## [Task details]
The data below holds the lines to copy: everything from the line containing "ring mcp: (87, 98)" to the line containing "index dip: (997, 717)", both ends included, set down exactly.

* * *

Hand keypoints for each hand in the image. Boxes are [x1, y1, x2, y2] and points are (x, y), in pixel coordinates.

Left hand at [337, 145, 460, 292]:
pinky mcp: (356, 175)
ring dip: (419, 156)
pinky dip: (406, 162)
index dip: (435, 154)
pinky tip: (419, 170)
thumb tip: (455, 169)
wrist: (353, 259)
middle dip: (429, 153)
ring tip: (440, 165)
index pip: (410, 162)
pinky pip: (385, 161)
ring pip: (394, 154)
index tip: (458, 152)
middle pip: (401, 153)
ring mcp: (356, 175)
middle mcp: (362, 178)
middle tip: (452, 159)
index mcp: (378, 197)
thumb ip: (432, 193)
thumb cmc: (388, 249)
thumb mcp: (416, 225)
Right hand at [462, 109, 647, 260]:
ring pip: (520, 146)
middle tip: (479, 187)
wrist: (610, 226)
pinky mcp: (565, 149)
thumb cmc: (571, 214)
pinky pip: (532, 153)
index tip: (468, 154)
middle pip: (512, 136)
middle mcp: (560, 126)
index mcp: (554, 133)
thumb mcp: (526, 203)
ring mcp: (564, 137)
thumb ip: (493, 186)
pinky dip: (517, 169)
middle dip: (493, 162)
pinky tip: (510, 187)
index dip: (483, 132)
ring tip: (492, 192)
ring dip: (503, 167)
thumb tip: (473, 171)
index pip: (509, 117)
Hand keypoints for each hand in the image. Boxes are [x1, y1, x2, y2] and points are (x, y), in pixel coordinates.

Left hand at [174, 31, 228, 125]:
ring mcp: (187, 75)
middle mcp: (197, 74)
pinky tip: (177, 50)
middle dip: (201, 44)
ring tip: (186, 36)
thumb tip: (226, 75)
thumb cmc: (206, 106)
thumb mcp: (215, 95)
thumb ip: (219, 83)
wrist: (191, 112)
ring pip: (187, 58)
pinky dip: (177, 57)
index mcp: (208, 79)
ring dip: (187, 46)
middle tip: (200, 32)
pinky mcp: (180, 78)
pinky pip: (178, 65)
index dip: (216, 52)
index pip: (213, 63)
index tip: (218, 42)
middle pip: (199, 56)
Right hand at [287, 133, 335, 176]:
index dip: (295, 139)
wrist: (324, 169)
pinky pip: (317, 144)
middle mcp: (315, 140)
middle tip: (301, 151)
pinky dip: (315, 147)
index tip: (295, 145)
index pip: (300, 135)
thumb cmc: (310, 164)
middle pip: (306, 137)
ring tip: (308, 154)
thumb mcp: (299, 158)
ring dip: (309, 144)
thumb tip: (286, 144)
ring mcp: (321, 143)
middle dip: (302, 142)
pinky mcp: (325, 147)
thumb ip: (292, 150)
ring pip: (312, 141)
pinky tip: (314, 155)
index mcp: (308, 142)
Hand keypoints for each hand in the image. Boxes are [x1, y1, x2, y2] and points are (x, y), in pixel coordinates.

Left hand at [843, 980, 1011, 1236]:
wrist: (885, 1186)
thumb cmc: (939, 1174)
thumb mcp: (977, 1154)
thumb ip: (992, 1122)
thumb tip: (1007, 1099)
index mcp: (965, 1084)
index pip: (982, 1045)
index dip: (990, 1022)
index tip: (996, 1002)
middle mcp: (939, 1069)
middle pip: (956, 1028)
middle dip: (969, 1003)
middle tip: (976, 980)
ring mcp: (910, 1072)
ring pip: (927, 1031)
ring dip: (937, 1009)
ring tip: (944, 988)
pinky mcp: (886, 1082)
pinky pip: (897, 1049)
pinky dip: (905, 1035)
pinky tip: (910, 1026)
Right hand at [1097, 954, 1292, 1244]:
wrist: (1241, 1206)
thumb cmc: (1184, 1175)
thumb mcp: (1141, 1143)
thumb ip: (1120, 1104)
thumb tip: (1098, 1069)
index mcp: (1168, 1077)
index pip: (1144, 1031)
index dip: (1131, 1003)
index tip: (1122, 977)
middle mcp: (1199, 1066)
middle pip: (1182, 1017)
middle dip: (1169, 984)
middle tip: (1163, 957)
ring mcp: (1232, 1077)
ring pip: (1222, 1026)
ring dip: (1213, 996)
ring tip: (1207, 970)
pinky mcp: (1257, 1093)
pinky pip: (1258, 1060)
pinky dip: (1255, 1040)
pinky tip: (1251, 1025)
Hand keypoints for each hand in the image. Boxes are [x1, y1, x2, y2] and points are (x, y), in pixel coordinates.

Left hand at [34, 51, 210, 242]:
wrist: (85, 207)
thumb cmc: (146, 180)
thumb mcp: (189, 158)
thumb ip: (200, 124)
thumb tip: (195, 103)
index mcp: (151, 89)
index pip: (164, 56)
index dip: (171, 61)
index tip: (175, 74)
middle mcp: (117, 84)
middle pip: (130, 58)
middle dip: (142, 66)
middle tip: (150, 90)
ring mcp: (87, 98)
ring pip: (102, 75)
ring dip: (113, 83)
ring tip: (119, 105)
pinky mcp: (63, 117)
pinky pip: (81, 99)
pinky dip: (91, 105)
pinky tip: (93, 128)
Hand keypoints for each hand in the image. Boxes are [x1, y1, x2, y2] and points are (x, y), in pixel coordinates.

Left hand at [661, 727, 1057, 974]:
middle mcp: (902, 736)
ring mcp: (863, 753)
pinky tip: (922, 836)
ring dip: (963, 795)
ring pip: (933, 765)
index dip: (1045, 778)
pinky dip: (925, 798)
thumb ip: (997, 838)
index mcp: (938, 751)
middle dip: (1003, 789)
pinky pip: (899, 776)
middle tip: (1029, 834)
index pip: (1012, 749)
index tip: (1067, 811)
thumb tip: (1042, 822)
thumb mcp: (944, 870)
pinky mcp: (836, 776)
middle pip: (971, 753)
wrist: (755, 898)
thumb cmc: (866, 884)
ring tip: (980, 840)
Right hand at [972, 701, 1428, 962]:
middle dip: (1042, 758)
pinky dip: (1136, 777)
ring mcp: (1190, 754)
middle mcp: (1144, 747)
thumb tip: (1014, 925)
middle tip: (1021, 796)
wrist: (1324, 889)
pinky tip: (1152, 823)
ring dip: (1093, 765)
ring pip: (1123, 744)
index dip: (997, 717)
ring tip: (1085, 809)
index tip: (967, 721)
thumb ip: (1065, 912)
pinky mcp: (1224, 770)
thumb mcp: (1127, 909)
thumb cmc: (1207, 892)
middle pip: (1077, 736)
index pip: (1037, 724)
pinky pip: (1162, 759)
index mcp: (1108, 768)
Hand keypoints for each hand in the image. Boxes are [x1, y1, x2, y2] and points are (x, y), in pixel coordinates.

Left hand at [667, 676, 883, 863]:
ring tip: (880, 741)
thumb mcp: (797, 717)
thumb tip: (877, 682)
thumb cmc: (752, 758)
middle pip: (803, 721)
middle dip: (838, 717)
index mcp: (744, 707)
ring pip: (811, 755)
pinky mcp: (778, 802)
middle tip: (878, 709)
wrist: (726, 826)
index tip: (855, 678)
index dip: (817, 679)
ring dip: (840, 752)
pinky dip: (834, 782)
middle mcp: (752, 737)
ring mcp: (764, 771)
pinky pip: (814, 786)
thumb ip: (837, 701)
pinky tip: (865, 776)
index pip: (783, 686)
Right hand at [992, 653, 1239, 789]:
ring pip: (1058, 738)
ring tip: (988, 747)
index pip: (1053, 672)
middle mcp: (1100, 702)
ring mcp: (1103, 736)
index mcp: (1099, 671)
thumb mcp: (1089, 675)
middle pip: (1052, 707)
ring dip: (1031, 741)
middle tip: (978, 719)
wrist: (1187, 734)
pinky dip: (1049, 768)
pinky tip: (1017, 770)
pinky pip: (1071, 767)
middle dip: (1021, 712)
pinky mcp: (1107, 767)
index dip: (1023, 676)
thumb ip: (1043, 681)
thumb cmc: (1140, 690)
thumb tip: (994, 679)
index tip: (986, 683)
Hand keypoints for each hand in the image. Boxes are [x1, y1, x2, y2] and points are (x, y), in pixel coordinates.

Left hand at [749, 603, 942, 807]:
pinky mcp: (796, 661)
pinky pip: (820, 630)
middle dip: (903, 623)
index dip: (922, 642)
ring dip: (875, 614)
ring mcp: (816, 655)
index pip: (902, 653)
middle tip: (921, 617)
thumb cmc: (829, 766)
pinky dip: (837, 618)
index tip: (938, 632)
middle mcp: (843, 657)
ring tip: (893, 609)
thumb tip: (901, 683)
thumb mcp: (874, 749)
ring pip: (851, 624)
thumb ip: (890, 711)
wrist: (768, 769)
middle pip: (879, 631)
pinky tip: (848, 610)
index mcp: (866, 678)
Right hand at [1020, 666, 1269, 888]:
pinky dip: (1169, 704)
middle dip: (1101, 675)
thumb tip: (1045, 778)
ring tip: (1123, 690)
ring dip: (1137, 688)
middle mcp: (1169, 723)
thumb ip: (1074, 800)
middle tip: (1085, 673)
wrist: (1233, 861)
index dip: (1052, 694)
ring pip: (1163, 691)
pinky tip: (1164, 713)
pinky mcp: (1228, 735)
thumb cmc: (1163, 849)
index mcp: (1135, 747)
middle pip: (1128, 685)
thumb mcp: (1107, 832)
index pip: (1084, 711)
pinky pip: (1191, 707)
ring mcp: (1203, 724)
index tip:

* * *

## [Written solution]
ring mcp: (87, 98)
ring pip: (102, 75)
ring dip: (113, 83)
ring tip: (119, 105)
pinky mcp: (63, 117)
pinky pip: (81, 99)
pinky dip: (91, 105)
pinky tip: (93, 128)
Hand keypoints for each hand in the image. Boxes are [x1, y1, x2, y2] and points are (x, y), in pixel coordinates.

Left hand at [661, 727, 1057, 974]:
middle mcp: (902, 736)
ring mcp: (863, 753)
pinky tip: (922, 836)
ring dip: (963, 795)
ring pip: (933, 765)
index dip: (1045, 778)
pinky dip: (925, 798)
thumb ip: (997, 838)
index mcp: (938, 751)
middle dip: (1003, 789)
pinky pip: (899, 776)
middle tip: (1029, 834)
index pip: (1012, 749)
index tip: (1067, 811)
thumb tip: (1042, 822)
thumb mcp: (944, 870)
pinky mcp: (836, 776)
middle pip: (971, 753)
wrist: (755, 898)
thumb cmc: (866, 884)
ring tip: (980, 840)
Right hand at [972, 701, 1428, 962]:
middle dip: (1042, 758)
pinky dip: (1136, 777)
ring mcp: (1190, 754)
middle mcp: (1144, 747)
thumb tip: (1014, 925)
middle tip: (1021, 796)
wrist: (1324, 889)
pinky tip: (1152, 823)
ring dip: (1093, 765)
ring pip: (1123, 744)
index dip: (997, 717)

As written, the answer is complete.